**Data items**
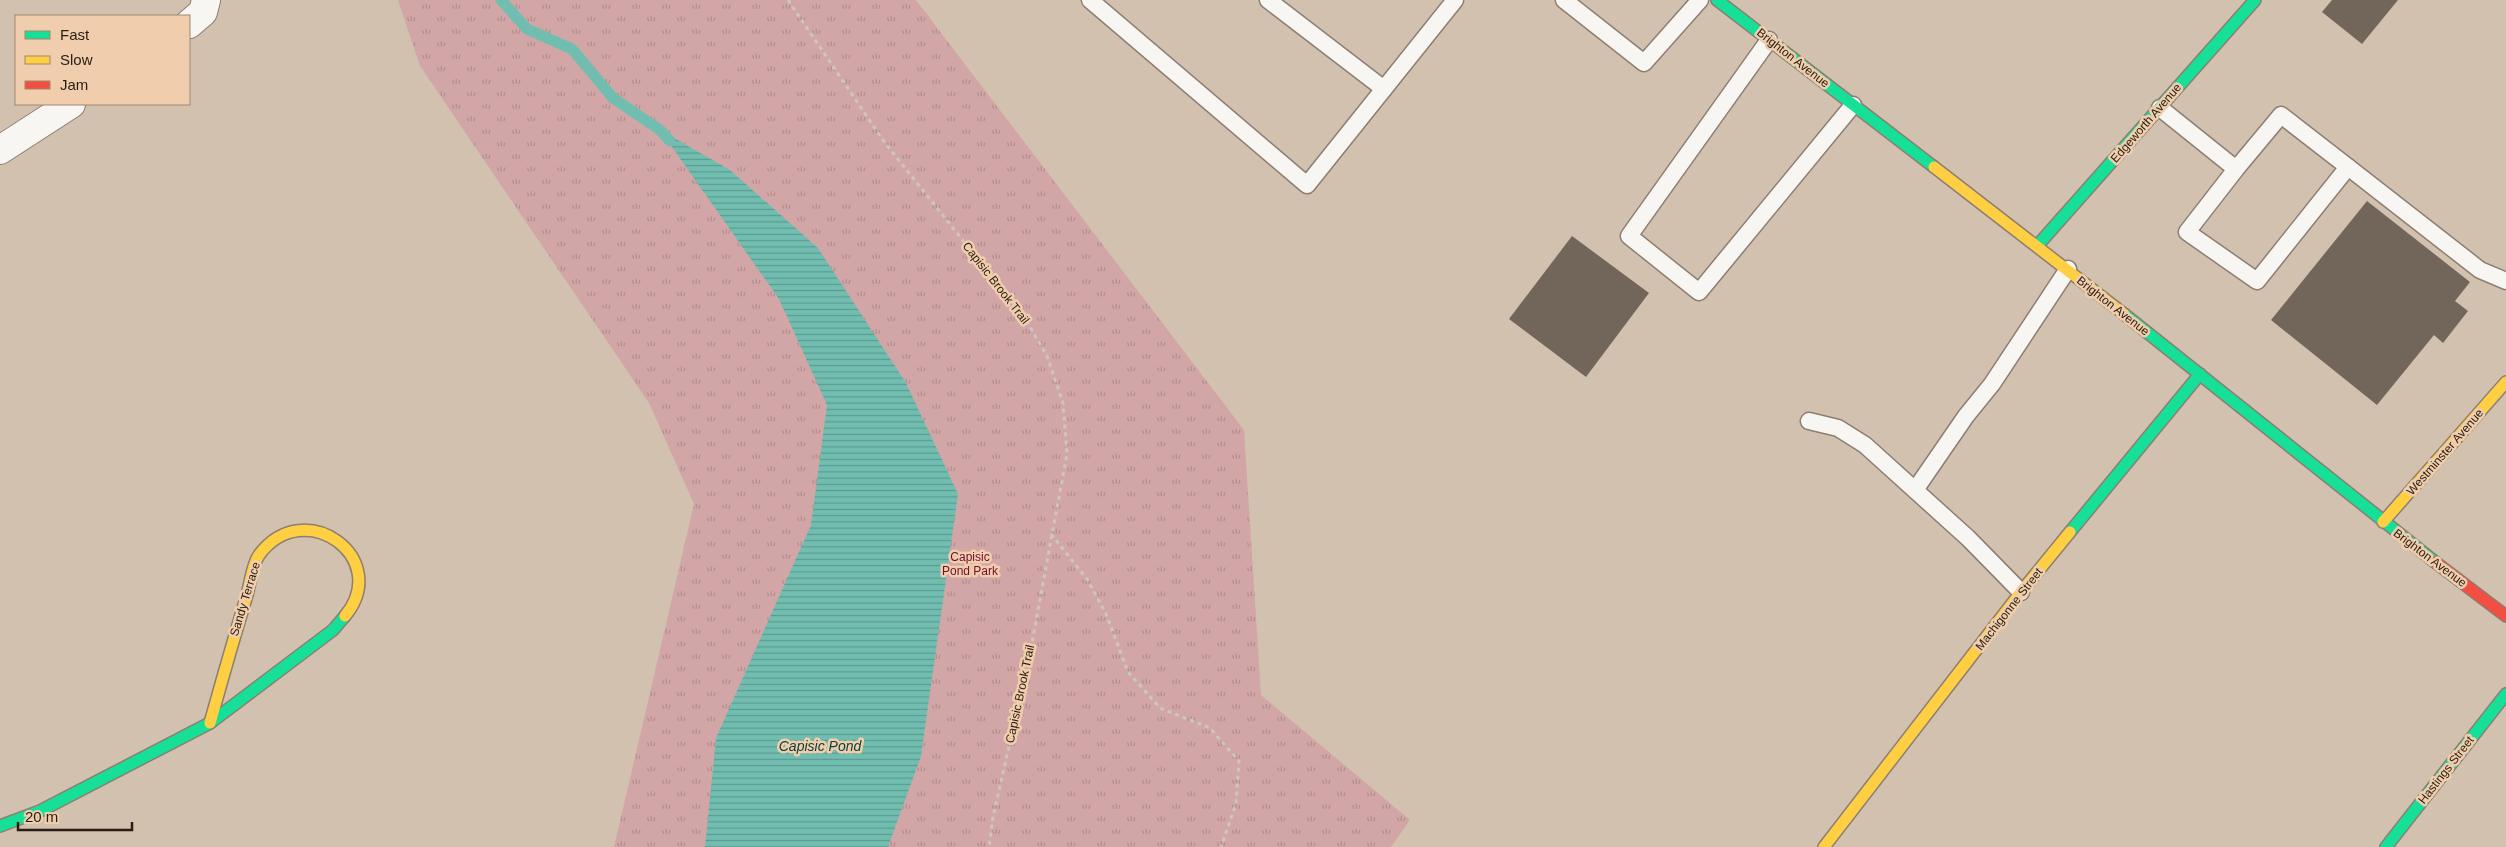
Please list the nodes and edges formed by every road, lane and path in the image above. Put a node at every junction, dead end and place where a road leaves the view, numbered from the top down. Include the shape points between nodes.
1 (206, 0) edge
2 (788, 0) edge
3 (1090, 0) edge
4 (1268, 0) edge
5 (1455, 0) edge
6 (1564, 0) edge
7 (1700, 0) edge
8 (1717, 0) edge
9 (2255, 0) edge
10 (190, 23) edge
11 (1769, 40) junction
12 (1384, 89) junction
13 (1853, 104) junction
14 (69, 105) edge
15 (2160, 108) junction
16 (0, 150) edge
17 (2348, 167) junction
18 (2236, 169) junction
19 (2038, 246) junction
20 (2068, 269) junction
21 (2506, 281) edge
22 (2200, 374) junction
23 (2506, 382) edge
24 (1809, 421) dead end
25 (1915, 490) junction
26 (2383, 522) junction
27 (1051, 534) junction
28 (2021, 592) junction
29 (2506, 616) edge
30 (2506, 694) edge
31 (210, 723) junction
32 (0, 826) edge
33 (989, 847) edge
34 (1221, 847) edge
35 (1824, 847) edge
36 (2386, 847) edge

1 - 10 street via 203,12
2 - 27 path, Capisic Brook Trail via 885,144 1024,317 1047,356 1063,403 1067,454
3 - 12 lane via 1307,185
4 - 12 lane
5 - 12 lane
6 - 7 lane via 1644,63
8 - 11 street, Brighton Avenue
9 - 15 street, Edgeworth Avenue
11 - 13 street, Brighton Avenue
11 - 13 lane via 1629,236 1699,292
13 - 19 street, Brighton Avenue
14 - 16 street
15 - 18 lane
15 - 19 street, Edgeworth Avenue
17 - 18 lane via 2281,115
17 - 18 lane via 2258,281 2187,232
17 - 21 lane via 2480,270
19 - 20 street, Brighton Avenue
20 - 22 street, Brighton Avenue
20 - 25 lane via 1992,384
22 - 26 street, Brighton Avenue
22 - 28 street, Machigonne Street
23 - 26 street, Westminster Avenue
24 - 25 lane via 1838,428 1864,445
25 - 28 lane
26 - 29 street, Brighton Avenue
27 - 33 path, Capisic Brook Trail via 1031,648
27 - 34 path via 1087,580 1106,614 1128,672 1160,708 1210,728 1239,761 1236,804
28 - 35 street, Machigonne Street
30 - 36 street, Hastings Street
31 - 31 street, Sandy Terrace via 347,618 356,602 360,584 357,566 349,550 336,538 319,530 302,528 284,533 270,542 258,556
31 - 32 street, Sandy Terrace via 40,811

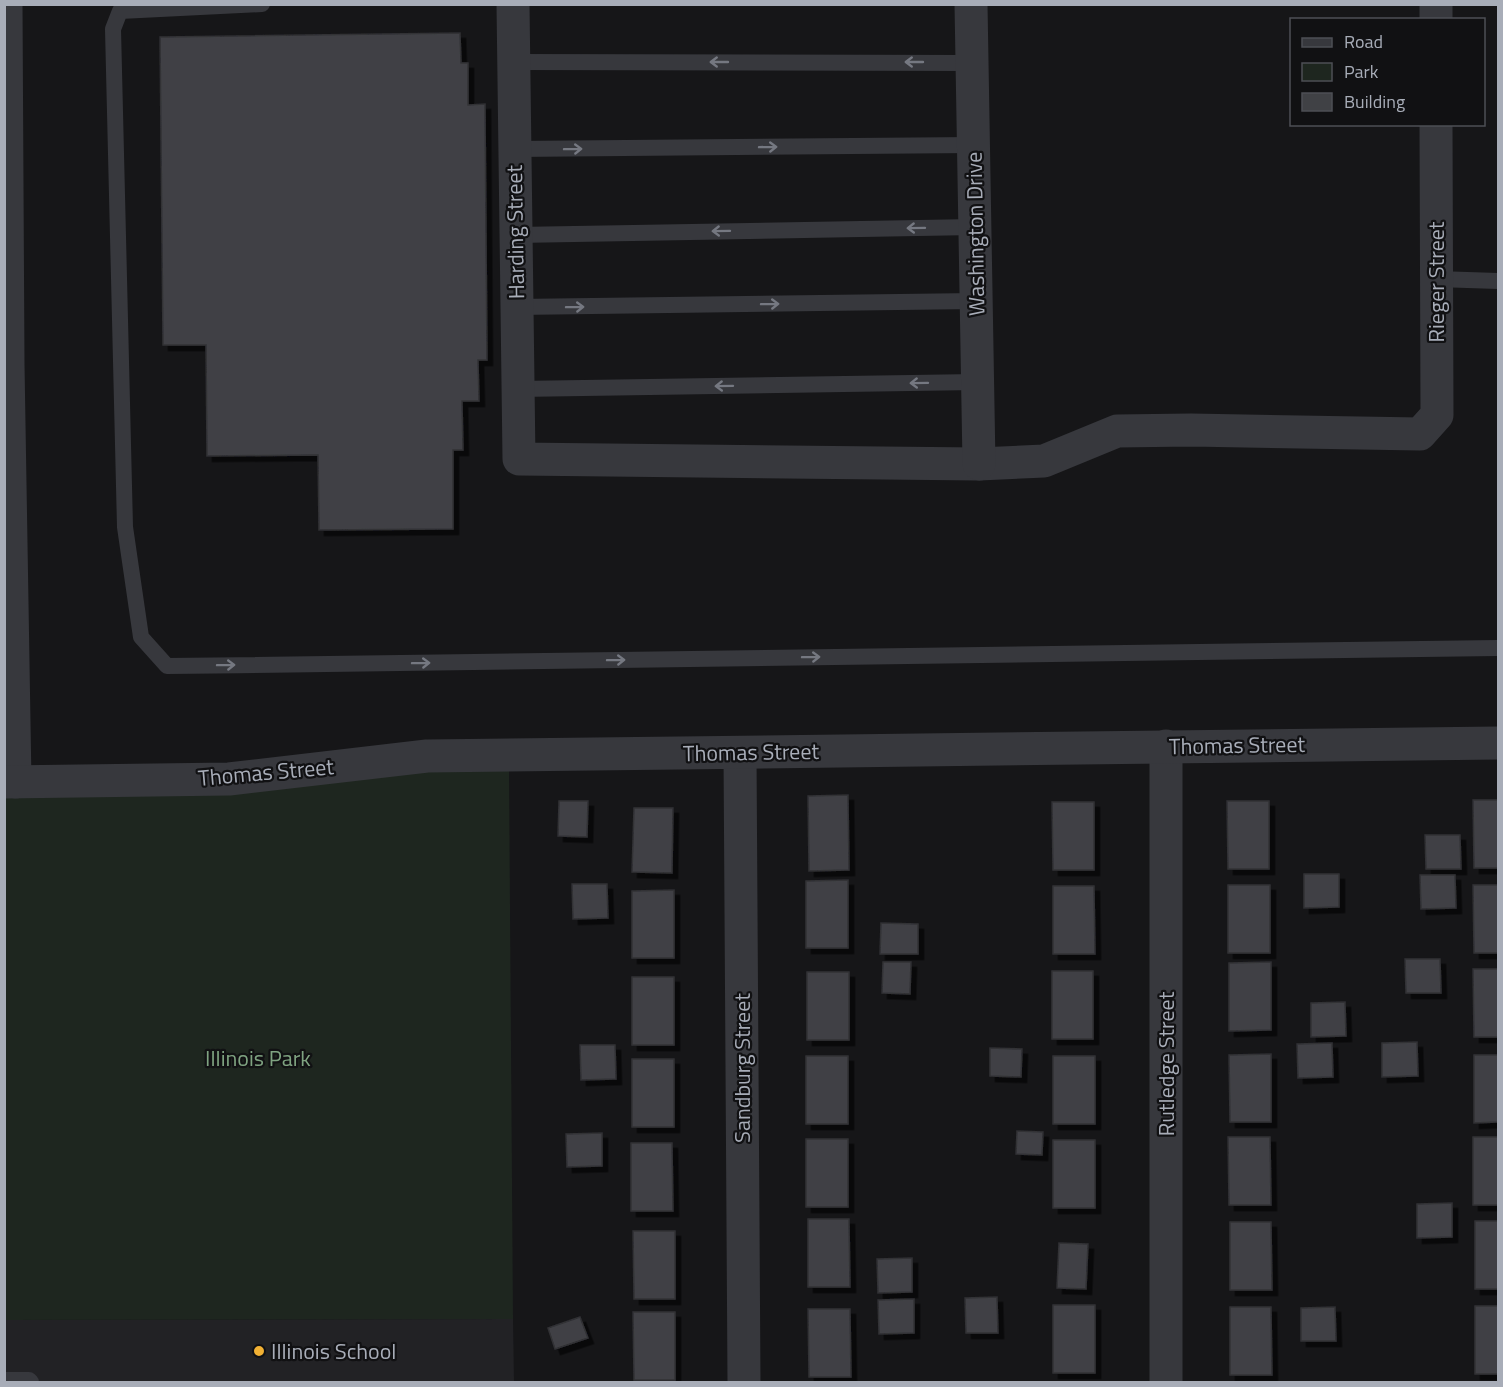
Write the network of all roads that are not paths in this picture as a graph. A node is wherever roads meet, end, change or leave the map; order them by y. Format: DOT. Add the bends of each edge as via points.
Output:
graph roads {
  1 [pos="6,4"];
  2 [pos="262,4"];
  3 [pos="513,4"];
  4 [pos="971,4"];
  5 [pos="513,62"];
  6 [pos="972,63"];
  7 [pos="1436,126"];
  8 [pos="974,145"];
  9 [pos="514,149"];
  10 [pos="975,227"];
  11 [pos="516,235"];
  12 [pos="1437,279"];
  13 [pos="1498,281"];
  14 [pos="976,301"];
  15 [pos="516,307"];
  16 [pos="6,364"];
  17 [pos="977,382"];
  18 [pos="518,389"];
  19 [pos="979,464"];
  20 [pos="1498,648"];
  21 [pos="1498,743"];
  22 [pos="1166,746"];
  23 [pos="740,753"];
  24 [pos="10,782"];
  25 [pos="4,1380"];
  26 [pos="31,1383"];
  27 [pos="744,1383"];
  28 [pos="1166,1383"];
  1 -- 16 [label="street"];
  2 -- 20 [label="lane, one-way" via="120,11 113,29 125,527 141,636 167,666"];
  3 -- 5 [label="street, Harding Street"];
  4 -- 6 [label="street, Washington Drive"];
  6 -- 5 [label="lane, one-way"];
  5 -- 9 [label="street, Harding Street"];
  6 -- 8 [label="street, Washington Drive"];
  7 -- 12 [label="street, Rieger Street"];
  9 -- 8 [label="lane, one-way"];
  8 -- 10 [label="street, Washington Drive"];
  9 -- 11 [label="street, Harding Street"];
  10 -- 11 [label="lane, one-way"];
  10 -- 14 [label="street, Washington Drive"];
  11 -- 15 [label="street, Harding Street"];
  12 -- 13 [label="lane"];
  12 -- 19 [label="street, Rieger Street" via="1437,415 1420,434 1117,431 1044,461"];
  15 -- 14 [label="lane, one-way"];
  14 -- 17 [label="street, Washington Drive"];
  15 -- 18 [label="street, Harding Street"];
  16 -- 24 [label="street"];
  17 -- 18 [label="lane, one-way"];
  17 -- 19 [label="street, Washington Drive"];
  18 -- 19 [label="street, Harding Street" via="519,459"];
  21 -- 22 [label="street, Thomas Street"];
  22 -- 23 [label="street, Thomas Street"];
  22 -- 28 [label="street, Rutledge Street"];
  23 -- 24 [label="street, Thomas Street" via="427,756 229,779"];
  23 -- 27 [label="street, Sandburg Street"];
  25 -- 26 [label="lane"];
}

**Task statement**
Each of the records above needs to be transcribed exactly, apart from its pictures.

**Task output**
Please list the nodes and edges formed by every road, lane and path in the image above. Put a node at every junction, dead end and place where a road leaves the view, numbered from the top down. Include the shape points between nodes.
1 (206, 0) edge
2 (788, 0) edge
3 (1090, 0) edge
4 (1268, 0) edge
5 (1455, 0) edge
6 (1564, 0) edge
7 (1700, 0) edge
8 (1717, 0) edge
9 (2255, 0) edge
10 (190, 23) edge
11 (1769, 40) junction
12 (1384, 89) junction
13 (1853, 104) junction
14 (69, 105) edge
15 (2160, 108) junction
16 (0, 150) edge
17 (2348, 167) junction
18 (2236, 169) junction
19 (2038, 246) junction
20 (2068, 269) junction
21 (2506, 281) edge
22 (2200, 374) junction
23 (2506, 382) edge
24 (1809, 421) dead end
25 (1915, 490) junction
26 (2383, 522) junction
27 (1051, 534) junction
28 (2021, 592) junction
29 (2506, 616) edge
30 (2506, 694) edge
31 (210, 723) junction
32 (0, 826) edge
33 (989, 847) edge
34 (1221, 847) edge
35 (1824, 847) edge
36 (2386, 847) edge

1 - 10 street via 203,12
2 - 27 path, Capisic Brook Trail via 885,144 1024,317 1047,356 1063,403 1067,454
3 - 12 lane via 1307,185
4 - 12 lane
5 - 12 lane
6 - 7 lane via 1644,63
8 - 11 street, Brighton Avenue
9 - 15 street, Edgeworth Avenue
11 - 13 street, Brighton Avenue
11 - 13 lane via 1629,236 1699,292
13 - 19 street, Brighton Avenue
14 - 16 street
15 - 18 lane
15 - 19 street, Edgeworth Avenue
17 - 18 lane via 2281,115
17 - 18 lane via 2258,281 2187,232
17 - 21 lane via 2480,270
19 - 20 street, Brighton Avenue
20 - 22 street, Brighton Avenue
20 - 25 lane via 1992,384
22 - 26 street, Brighton Avenue
22 - 28 street, Machigonne Street
23 - 26 street, Westminster Avenue
24 - 25 lane via 1838,428 1864,445
25 - 28 lane
26 - 29 street, Brighton Avenue
27 - 33 path, Capisic Brook Trail via 1031,648
27 - 34 path via 1087,580 1106,614 1128,672 1160,708 1210,728 1239,761 1236,804
28 - 35 street, Machigonne Street
30 - 36 street, Hastings Street
31 - 31 street, Sandy Terrace via 347,618 356,602 360,584 357,566 349,550 336,538 319,530 302,528 284,533 270,542 258,556
31 - 32 street, Sandy Terrace via 40,811

Write the network of all roads that are not paths in this picture as a graph. A node is wherever roads meet, end, change or leave the map; order them by y. Format: DOT. Add the bends of each edge as via points.
Output:
graph roads {
  1 [pos="6,4"];
  2 [pos="262,4"];
  3 [pos="513,4"];
  4 [pos="971,4"];
  5 [pos="513,62"];
  6 [pos="972,63"];
  7 [pos="1436,126"];
  8 [pos="974,145"];
  9 [pos="514,149"];
  10 [pos="975,227"];
  11 [pos="516,235"];
  12 [pos="1437,279"];
  13 [pos="1498,281"];
  14 [pos="976,301"];
  15 [pos="516,307"];
  16 [pos="6,364"];
  17 [pos="977,382"];
  18 [pos="518,389"];
  19 [pos="979,464"];
  20 [pos="1498,648"];
  21 [pos="1498,743"];
  22 [pos="1166,746"];
  23 [pos="740,753"];
  24 [pos="10,782"];
  25 [pos="4,1380"];
  26 [pos="31,1383"];
  27 [pos="744,1383"];
  28 [pos="1166,1383"];
  1 -- 16 [label="street"];
  2 -- 20 [label="lane, one-way" via="120,11 113,29 125,527 141,636 167,666"];
  3 -- 5 [label="street, Harding Street"];
  4 -- 6 [label="street, Washington Drive"];
  6 -- 5 [label="lane, one-way"];
  5 -- 9 [label="street, Harding Street"];
  6 -- 8 [label="street, Washington Drive"];
  7 -- 12 [label="street, Rieger Street"];
  9 -- 8 [label="lane, one-way"];
  8 -- 10 [label="street, Washington Drive"];
  9 -- 11 [label="street, Harding Street"];
  10 -- 11 [label="lane, one-way"];
  10 -- 14 [label="street, Washington Drive"];
  11 -- 15 [label="street, Harding Street"];
  12 -- 13 [label="lane"];
  12 -- 19 [label="street, Rieger Street" via="1437,415 1420,434 1117,431 1044,461"];
  15 -- 14 [label="lane, one-way"];
  14 -- 17 [label="street, Washington Drive"];
  15 -- 18 [label="street, Harding Street"];
  16 -- 24 [label="street"];
  17 -- 18 [label="lane, one-way"];
  17 -- 19 [label="street, Washington Drive"];
  18 -- 19 [label="street, Harding Street" via="519,459"];
  21 -- 22 [label="street, Thomas Street"];
  22 -- 23 [label="street, Thomas Street"];
  22 -- 28 [label="street, Rutledge Street"];
  23 -- 24 [label="street, Thomas Street" via="427,756 229,779"];
  23 -- 27 [label="street, Sandburg Street"];
  25 -- 26 [label="lane"];
}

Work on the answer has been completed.